The proposed redistricting plan for the NC Senate released today by Sen. Bob Rucho (R-Mecklenburg) dramatically redraws the political map for Guilford County.
Most significantly, Democratic Sen. Don Vaughan is drawn out of District 27. Currently configured as a compact urban Greensboro district that leans Democratic, the new district (click on thumbnail image to expand) begins in rural northeast Guilford, travels across the southern portion of the county, rounds a corner through High Point, pulls in Piedmont Triad International Airport and ends up near the Friendly Shopping Center in Greensboro.
The new district is competitive for a Republican candidate. Among the seasoned politicos who might have a shot at the new seat are Trudy Wade, a Republican member of the Greensboro City Council who ran unsuccessfully against Democrat Gladys Robinson in District 28 last year, or Laura Wiley, a former NC House member from High Point.
The proposed map manages to flip a safe Democratic seat into the contested column by packing black Democratic voters into District 28, which sees its share of registered Democrats soar from 57 percent to 66.7 percent and its share of black voting age population rise from 43.7 percent to 55.3 percent.
The current District 28 goes all the way to the Randolph county line, but the proposed district is narrowly tailored to pick up heavily black Democratic precincts in east and south Greensboro and in central High Point. As a result, the proposed District 27 is forced to travel around 28 to ensure representation for the entire county.
Keith Brown, a Republican activist in High Point, likened the proposed Senate map to a map to a plan to redistrict the Guilford County Commission proposed by Democratic chair Skip Alston.
"The 'High Point hook' is causing problems," Brown told me. "I think it's because of the Voting Rights Act. Skip Alston is doing it, and it looks like the Republicans are doing it, too."
Similar contortions in the county commission redistricting plan drawn to favor Democratic candidates has given one conservative Guilford County commentator a fit.
Vaughan finds himself in District 26, which is currently represented by Republican Speaker Pro Tem Phil Berger. The district currently includes all of Rockingham County, but covers a substantial portion of northwest and eastern Guilford. The proposed map swaps out those rural precincts and instead brings District 26 down into the heart of Greensboro, stopping at Wendover Avenue. Vaughan's precinct is only barely in the proposed District 26.
District 26 currently leans Democratic, but Berger has always enjoyed cross-party appeal and last year ran unopposed in both his primary and general election. However, in the past, most of those Democrats were rural whites. The proposed district scoops up urban Greensboro Democrats who may be less willing to cross party lines for whom the Vaughan name is an established political brand. Also, significantly, under the new map Guilford voters slighly outnumber their counterparts in Rockingham — a reversal of the current arrangement.
"The way the numbers look I don't think it's a slam dunk," Brown says. "This could be a major fight.
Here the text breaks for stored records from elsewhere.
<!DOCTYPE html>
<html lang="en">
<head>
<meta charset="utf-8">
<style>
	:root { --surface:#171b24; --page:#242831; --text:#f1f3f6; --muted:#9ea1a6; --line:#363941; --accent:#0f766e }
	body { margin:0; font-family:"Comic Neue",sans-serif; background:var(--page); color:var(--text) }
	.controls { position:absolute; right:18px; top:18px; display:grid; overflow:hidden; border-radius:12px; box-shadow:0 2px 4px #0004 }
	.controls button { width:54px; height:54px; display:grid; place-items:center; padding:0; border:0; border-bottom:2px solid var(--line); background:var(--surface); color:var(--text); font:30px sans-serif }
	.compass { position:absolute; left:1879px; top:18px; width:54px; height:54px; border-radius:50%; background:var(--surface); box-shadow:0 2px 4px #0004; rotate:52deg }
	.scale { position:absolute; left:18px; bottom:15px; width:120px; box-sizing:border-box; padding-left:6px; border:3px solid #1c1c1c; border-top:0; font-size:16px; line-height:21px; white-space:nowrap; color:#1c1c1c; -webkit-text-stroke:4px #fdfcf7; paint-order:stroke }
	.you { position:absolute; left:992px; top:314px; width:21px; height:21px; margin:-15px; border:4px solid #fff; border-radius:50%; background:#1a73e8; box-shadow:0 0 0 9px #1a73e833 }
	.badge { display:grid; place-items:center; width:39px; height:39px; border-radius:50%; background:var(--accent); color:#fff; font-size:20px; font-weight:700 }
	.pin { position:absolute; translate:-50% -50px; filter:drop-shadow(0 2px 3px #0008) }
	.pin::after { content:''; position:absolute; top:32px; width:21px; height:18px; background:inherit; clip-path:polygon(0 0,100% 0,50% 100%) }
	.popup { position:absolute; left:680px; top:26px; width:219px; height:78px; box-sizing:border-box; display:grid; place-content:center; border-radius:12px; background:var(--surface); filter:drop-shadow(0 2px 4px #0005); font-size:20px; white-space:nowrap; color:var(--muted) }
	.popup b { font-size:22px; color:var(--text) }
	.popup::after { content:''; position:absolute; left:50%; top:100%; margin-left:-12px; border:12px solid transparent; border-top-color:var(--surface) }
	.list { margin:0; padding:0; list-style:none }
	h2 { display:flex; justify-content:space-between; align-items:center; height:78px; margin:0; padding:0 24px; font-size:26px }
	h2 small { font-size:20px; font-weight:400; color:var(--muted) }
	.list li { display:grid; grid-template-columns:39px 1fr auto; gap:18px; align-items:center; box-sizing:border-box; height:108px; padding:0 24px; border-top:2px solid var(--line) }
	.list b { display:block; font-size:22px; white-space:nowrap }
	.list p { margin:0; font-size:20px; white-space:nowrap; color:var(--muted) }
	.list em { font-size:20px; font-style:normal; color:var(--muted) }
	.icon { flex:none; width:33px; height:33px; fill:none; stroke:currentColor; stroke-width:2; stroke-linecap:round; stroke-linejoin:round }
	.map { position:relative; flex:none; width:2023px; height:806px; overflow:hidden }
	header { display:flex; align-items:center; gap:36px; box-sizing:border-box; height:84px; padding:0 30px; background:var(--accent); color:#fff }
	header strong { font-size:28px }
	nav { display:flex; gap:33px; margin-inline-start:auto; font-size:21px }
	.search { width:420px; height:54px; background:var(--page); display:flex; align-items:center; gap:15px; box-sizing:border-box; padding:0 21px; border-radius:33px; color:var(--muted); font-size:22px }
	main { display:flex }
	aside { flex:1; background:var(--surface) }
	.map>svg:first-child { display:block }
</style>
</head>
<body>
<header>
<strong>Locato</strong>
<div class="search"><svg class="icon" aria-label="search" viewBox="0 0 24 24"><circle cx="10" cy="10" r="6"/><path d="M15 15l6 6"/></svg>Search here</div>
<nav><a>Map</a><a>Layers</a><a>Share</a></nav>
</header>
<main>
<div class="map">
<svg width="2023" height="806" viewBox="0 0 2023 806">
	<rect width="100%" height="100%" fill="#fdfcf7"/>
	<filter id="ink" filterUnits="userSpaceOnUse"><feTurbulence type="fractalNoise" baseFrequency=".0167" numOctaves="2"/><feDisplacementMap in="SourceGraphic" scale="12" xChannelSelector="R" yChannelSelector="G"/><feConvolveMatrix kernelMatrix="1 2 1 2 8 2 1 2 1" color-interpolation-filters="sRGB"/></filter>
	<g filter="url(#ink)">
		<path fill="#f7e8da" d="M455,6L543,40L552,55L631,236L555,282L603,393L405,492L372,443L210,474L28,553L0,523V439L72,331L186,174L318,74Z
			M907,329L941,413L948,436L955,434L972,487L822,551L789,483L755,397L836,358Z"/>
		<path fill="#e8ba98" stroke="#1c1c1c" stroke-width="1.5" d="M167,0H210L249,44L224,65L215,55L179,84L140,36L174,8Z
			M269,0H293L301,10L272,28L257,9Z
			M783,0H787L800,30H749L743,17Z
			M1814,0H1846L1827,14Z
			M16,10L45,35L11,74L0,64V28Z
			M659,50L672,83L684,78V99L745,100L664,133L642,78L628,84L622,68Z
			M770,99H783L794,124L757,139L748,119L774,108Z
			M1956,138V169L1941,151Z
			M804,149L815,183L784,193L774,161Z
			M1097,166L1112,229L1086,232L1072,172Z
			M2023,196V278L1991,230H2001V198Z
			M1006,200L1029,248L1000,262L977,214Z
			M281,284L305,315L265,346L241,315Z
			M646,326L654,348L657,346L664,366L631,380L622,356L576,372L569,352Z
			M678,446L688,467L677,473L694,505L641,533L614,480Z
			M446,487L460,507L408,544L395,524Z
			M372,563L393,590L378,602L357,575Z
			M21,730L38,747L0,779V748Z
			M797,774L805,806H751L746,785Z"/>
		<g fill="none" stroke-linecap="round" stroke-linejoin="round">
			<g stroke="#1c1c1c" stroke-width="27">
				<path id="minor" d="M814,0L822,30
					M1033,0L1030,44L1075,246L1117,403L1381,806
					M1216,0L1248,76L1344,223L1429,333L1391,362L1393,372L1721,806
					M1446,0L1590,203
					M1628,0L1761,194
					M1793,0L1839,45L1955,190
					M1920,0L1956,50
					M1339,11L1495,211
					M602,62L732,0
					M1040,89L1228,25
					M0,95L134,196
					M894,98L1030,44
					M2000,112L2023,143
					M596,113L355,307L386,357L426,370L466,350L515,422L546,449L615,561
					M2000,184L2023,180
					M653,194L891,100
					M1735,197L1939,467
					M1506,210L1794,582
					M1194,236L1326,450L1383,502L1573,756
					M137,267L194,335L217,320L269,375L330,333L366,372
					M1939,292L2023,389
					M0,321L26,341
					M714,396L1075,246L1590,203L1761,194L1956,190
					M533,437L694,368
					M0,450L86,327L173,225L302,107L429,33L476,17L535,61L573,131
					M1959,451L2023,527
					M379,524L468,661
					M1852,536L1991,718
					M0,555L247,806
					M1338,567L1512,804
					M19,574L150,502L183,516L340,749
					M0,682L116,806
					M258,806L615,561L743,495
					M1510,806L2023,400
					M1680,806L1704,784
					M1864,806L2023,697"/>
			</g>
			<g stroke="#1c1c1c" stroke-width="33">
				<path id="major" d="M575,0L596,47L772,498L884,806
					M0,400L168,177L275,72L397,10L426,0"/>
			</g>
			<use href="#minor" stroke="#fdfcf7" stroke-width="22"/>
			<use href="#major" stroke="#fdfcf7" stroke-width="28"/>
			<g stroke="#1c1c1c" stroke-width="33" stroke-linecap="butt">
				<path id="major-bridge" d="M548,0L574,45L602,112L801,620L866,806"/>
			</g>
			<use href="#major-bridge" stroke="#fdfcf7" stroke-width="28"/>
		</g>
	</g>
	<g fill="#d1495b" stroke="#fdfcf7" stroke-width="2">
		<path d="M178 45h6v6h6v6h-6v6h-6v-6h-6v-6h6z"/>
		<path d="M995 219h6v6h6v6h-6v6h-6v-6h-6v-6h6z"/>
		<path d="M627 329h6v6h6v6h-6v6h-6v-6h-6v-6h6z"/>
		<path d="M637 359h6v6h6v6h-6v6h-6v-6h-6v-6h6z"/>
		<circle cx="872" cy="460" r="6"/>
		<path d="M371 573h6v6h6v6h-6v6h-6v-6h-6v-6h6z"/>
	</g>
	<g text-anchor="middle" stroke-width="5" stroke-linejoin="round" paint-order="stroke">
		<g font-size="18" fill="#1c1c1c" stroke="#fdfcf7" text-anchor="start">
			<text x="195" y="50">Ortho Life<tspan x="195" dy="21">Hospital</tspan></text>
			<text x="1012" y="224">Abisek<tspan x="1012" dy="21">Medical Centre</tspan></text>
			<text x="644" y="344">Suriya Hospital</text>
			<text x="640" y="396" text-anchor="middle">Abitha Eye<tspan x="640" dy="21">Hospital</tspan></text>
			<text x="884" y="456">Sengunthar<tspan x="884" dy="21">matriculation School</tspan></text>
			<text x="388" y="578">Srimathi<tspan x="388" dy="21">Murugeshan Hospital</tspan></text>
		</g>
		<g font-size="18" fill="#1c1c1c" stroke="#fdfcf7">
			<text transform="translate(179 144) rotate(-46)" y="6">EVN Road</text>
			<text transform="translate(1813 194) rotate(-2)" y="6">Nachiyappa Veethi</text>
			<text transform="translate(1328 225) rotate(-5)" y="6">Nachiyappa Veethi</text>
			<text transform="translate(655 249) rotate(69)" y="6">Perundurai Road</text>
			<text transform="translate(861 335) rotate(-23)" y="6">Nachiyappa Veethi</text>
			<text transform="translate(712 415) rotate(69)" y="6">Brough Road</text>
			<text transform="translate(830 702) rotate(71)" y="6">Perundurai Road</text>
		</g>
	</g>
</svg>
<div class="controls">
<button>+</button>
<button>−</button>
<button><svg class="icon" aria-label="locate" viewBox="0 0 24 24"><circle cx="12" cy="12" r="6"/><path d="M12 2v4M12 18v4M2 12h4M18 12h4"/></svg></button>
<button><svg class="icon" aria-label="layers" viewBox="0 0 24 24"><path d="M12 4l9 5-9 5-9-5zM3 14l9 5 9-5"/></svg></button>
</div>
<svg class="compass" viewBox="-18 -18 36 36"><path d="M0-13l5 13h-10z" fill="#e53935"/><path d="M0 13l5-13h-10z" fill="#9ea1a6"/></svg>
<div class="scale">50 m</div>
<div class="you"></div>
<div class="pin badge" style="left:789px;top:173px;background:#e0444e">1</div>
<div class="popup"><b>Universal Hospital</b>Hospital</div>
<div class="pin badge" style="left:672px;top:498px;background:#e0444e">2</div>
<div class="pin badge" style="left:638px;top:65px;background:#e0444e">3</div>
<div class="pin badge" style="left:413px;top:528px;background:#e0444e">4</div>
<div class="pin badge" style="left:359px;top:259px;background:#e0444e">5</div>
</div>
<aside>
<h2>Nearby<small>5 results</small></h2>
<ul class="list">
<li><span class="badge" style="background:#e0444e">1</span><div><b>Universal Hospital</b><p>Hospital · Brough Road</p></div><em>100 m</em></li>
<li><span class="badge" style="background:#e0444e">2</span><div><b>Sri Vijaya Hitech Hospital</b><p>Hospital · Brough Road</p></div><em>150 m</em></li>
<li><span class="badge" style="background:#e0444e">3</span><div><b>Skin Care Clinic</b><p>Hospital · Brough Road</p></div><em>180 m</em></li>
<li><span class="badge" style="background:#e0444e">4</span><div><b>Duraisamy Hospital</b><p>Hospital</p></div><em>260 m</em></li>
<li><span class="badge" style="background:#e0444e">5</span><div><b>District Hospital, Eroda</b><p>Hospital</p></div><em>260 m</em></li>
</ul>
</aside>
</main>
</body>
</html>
Don Vaughan's got money and connections from his lobbying experience."
The ouster of Vaughan in Guilford County follows a pattern in Forsyth County. Rucho released partial maps for so-called Voting Rights Act districts last month, which include District 32. The district is currently represented by Sen. Linda Garrou, a powerful Democrat who co-chaired the Appropriations Commmittee before Republicans took power in Raleigh this year.
In Forsyth County the district lines are not radically redrawn. District 31, represented by Republican Pete Brunstetter expands to take in all of Yadkin County, which is currently grouped with Alleghany, Surry and Stokes counties in District 30. As in the past, District 31 picks up rural Forsyth County and conservative-leaning suburbs, making a horseshoe around the urban and liberal District 32. The new, proposed District 32 deviates from its previous contours by following Business 40 out to Kernersville. As in the past, District 32 features an apple bite in affluent, white precincts in the central-western portion of Winston-Salem, where District 31 makes an incursion. Under the new plan, the Republicans flip the precinct where Garrou lives into District 31.
Last month, Rucho and House counterpart Rep. David Lewis (R-Harnett), said in a statement that the decision to exile Garrou was based on the principle of improving minority representation:
Chairman Rucho also recommends that the current white incumbent for the Forsyth Senate district not be included in the proposed Senate District 32. The white incumbent has defeated African-American candidates in Democratic primaries in 2004 and 20010. The Senate chair recommends this adjustment in the absence of a tenth reasonably compact majority African-American Senate population. If adopted by the General Assembly, proposed coalition District 32 will provide African-American citizens with a more equal, and tenth opportunity, to elect a candidate of choice.